__What the task asks__. Retype the whole listing exactly. Leave out pictures.

__Data listing__.
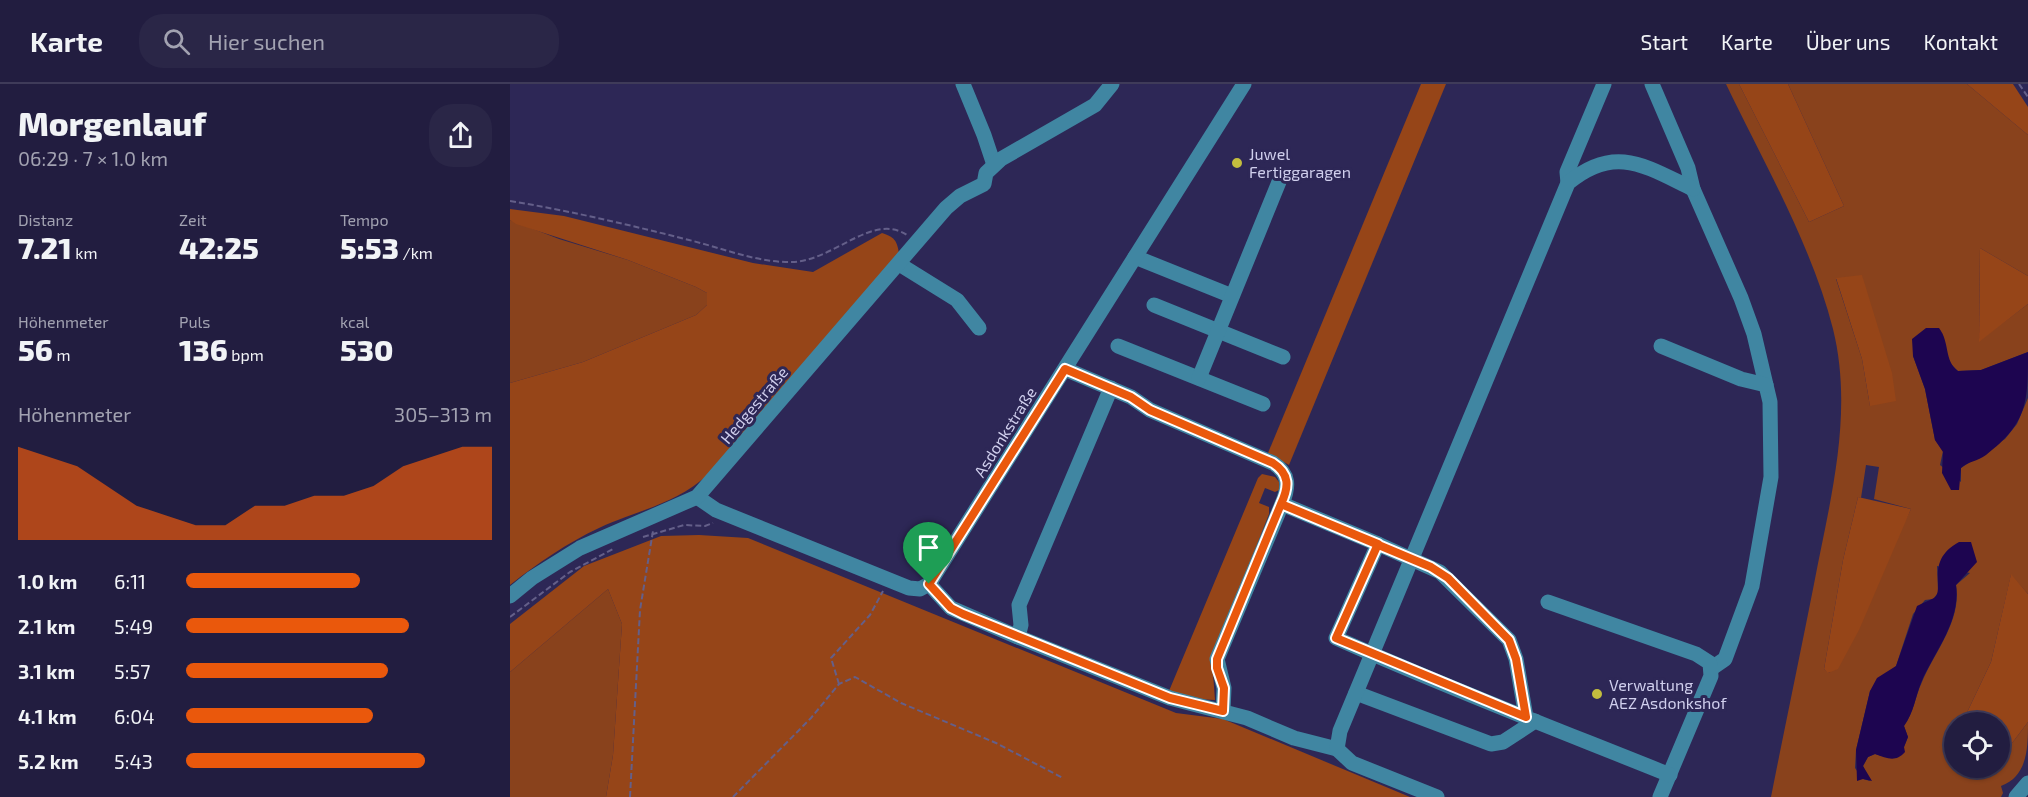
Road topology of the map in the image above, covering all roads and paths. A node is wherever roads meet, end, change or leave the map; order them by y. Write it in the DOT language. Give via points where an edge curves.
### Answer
graph roads {
  1 [pos="963,84"];
  2 [pos="1112,84"];
  3 [pos="1244,84"];
  4 [pos="1604,84"];
  5 [pos="1652,84"];
  6 [pos="2019,84"];
  7 [pos="2028,97"];
  8 [pos="994,165"];
  9 [pos="1281,177"];
  10 [pos="1568,183"];
  11 [pos="1693,189"];
  12 [pos="510,201"];
  13 [pos="916,242"];
  14 [pos="1135,257"];
  15 [pos="899,264"];
  16 [pos="1232,296"];
  17 [pos="1154,305"];
  18 [pos="979,328"];
  19 [pos="1218,331"];
  20 [pos="1119,346"];
  21 [pos="1661,346"];
  22 [pos="1283,357"];
  23 [pos="1065,369"];
  24 [pos="1199,378"];
  25 [pos="1766,385"];
  26 [pos="1111,388"];
  27 [pos="1263,404"];
  28 [pos="697,497"];
  29 [pos="1281,504"];
  30 [pos="718,511"];
  31 [pos="654,516"];
  32 [pos="652,533"];
  33 [pos="634,540"];
  34 [pos="1378,544"];
  35 [pos="617,548"];
  36 [pos="1412,559"];
  37 [pos="888,579"];
  38 [pos="929,584"];
  39 [pos="510,596"];
  40 [pos="1548,602"];
  41 [pos="510,617"];
  42 [pos="1018,637"];
  43 [pos="1372,654"];
  44 [pos="1712,668"];
  45 [pos="839,684"];
  46 [pos="1356,693"];
  47 [pos="1223,711"];
  48 [pos="1531,719"];
  49 [pos="1337,749"];
  50 [pos="1670,775"];
  51 [pos="1063,778"];
  52 [pos="2028,783"];
  53 [pos="630,797"];
  54 [pos="733,797"];
  55 [pos="1437,797"];
  56 [pos="1660,797"];
  57 [pos="2016,797"];
  1 -- 8 [label="street"];
  2 -- 8 [label="street" via="1095,105"];
  3 -- 14 [label="street, Asdonkstraße"];
  4 -- 10 [label="street" via="1567,172"];
  5 -- 11 [label="street"];
  6 -- 7 [label="path"];
  8 -- 13 [label="street, Hedgestraße" via="986,173 984,184 960,196"];
  9 -- 16 [label="street"];
  10 -- 11 [label="street" via="1583,171 1619,160"];
  10 -- 36 [label="street"];
  11 -- 25 [label="street" via="1741,298"];
  12 -- 13 [label="path" via="635,226 762,259 790,262 820,258 859,236 885,227 897,229"];
  13 -- 15 [label="street, Hedgestraße"];
  14 -- 16 [label="street"];
  14 -- 23 [label="street, Asdonkstraße"];
  15 -- 18 [label="street" via="957,300"];
  15 -- 28 [label="street, Hedgestraße"];
  16 -- 19 [label="street"];
  17 -- 19 [label="street"];
  19 -- 22 [label="street"];
  19 -- 24 [label="street"];
  20 -- 24 [label="street"];
  21 -- 25 [label="street" via="1741,379"];
  23 -- 26 [label="street"];
  23 -- 38 [label="street, Asdonkstraße"];
  24 -- 27 [label="street"];
  25 -- 44 [label="street" via="1772,442 1765,522 1752,586 1734,638 1725,658"];
  26 -- 29 [label="street" via="1150,410 1273,463 1288,480"];
  26 -- 42 [label="street" via="1018,605"];
  28 -- 30 [label="street"];
  28 -- 31 [label="street, Hedgestraße"];
  29 -- 34 [label="street"];
  29 -- 47 [label="street" via="1217,659 1224,688"];
  30 -- 32 [label="path" via="709,525 684,525"];
  30 -- 37 [label="street"];
  31 -- 32 [label="path"];
  31 -- 39 [label="street, Hedgestraße" via="580,548"];
  32 -- 33 [label="path"];
  32 -- 53 [label="path" via="640,610"];
  34 -- 36 [label="street"];
  34 -- 43 [label="street" via="1336,638"];
  35 -- 41 [label="path" via="570,572"];
  36 -- 43 [label="street"];
  36 -- 48 [label="street" via="1448,578 1509,640"];
  37 -- 38 [label="street" via="915,589"];
  37 -- 45 [label="path" via="870,615 831,658"];
  38 -- 42 [label="street" via="951,608"];
  40 -- 44 [label="street" via="1696,654"];
  42 -- 47 [label="street" via="1170,698"];
  43 -- 46 [label="street"];
  43 -- 48 [label="street"];
  44 -- 50 [label="street"];
  45 -- 51 [label="path" via="855,677 862,679 901,703 1005,747"];
  45 -- 54 [label="path"];
  46 -- 48 [label="street" via="1491,744 1503,742"];
  46 -- 49 [label="street"];
  47 -- 49 [label="street" via="1294,738"];
  48 -- 50 [label="street"];
  49 -- 55 [label="street" via="1352,763"];
  50 -- 56 [label="street"];
  52 -- 57 [label="street"];
}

__Task response__.
Road topology of the map in the image above, covering all roads and paths. A node is wherever roads meet, end, change or leave the map; order them by y. Write it in the DOT language. Give via points where an edge curves.
### Answer
graph roads {
  1 [pos="963,84"];
  2 [pos="1112,84"];
  3 [pos="1244,84"];
  4 [pos="1604,84"];
  5 [pos="1652,84"];
  6 [pos="2019,84"];
  7 [pos="2028,97"];
  8 [pos="994,165"];
  9 [pos="1281,177"];
  10 [pos="1568,183"];
  11 [pos="1693,189"];
  12 [pos="510,201"];
  13 [pos="916,242"];
  14 [pos="1135,257"];
  15 [pos="899,264"];
  16 [pos="1232,296"];
  17 [pos="1154,305"];
  18 [pos="979,328"];
  19 [pos="1218,331"];
  20 [pos="1119,346"];
  21 [pos="1661,346"];
  22 [pos="1283,357"];
  23 [pos="1065,369"];
  24 [pos="1199,378"];
  25 [pos="1766,385"];
  26 [pos="1111,388"];
  27 [pos="1263,404"];
  28 [pos="697,497"];
  29 [pos="1281,504"];
  30 [pos="718,511"];
  31 [pos="654,516"];
  32 [pos="652,533"];
  33 [pos="634,540"];
  34 [pos="1378,544"];
  35 [pos="617,548"];
  36 [pos="1412,559"];
  37 [pos="888,579"];
  38 [pos="929,584"];
  39 [pos="510,596"];
  40 [pos="1548,602"];
  41 [pos="510,617"];
  42 [pos="1018,637"];
  43 [pos="1372,654"];
  44 [pos="1712,668"];
  45 [pos="839,684"];
  46 [pos="1356,693"];
  47 [pos="1223,711"];
  48 [pos="1531,719"];
  49 [pos="1337,749"];
  50 [pos="1670,775"];
  51 [pos="1063,778"];
  52 [pos="2028,783"];
  53 [pos="630,797"];
  54 [pos="733,797"];
  55 [pos="1437,797"];
  56 [pos="1660,797"];
  57 [pos="2016,797"];
  1 -- 8 [label="street"];
  2 -- 8 [label="street" via="1095,105"];
  3 -- 14 [label="street, Asdonkstraße"];
  4 -- 10 [label="street" via="1567,172"];
  5 -- 11 [label="street"];
  6 -- 7 [label="path"];
  8 -- 13 [label="street, Hedgestraße" via="986,173 984,184 960,196"];
  9 -- 16 [label="street"];
  10 -- 11 [label="street" via="1583,171 1619,160"];
  10 -- 36 [label="street"];
  11 -- 25 [label="street" via="1741,298"];
  12 -- 13 [label="path" via="635,226 762,259 790,262 820,258 859,236 885,227 897,229"];
  13 -- 15 [label="street, Hedgestraße"];
  14 -- 16 [label="street"];
  14 -- 23 [label="street, Asdonkstraße"];
  15 -- 18 [label="street" via="957,300"];
  15 -- 28 [label="street, Hedgestraße"];
  16 -- 19 [label="street"];
  17 -- 19 [label="street"];
  19 -- 22 [label="street"];
  19 -- 24 [label="street"];
  20 -- 24 [label="street"];
  21 -- 25 [label="street" via="1741,379"];
  23 -- 26 [label="street"];
  23 -- 38 [label="street, Asdonkstraße"];
  24 -- 27 [label="street"];
  25 -- 44 [label="street" via="1772,442 1765,522 1752,586 1734,638 1725,658"];
  26 -- 29 [label="street" via="1150,410 1273,463 1288,480"];
  26 -- 42 [label="street" via="1018,605"];
  28 -- 30 [label="street"];
  28 -- 31 [label="street, Hedgestraße"];
  29 -- 34 [label="street"];
  29 -- 47 [label="street" via="1217,659 1224,688"];
  30 -- 32 [label="path" via="709,525 684,525"];
  30 -- 37 [label="street"];
  31 -- 32 [label="path"];
  31 -- 39 [label="street, Hedgestraße" via="580,548"];
  32 -- 33 [label="path"];
  32 -- 53 [label="path" via="640,610"];
  34 -- 36 [label="street"];
  34 -- 43 [label="street" via="1336,638"];
  35 -- 41 [label="path" via="570,572"];
  36 -- 43 [label="street"];
  36 -- 48 [label="street" via="1448,578 1509,640"];
  37 -- 38 [label="street" via="915,589"];
  37 -- 45 [label="path" via="870,615 831,658"];
  38 -- 42 [label="street" via="951,608"];
  40 -- 44 [label="street" via="1696,654"];
  42 -- 47 [label="street" via="1170,698"];
  43 -- 46 [label="street"];
  43 -- 48 [label="street"];
  44 -- 50 [label="street"];
  45 -- 51 [label="path" via="855,677 862,679 901,703 1005,747"];
  45 -- 54 [label="path"];
  46 -- 48 [label="street" via="1491,744 1503,742"];
  46 -- 49 [label="street"];
  47 -- 49 [label="street" via="1294,738"];
  48 -- 50 [label="street"];
  49 -- 55 [label="street" via="1352,763"];
  50 -- 56 [label="street"];
  52 -- 57 [label="street"];
}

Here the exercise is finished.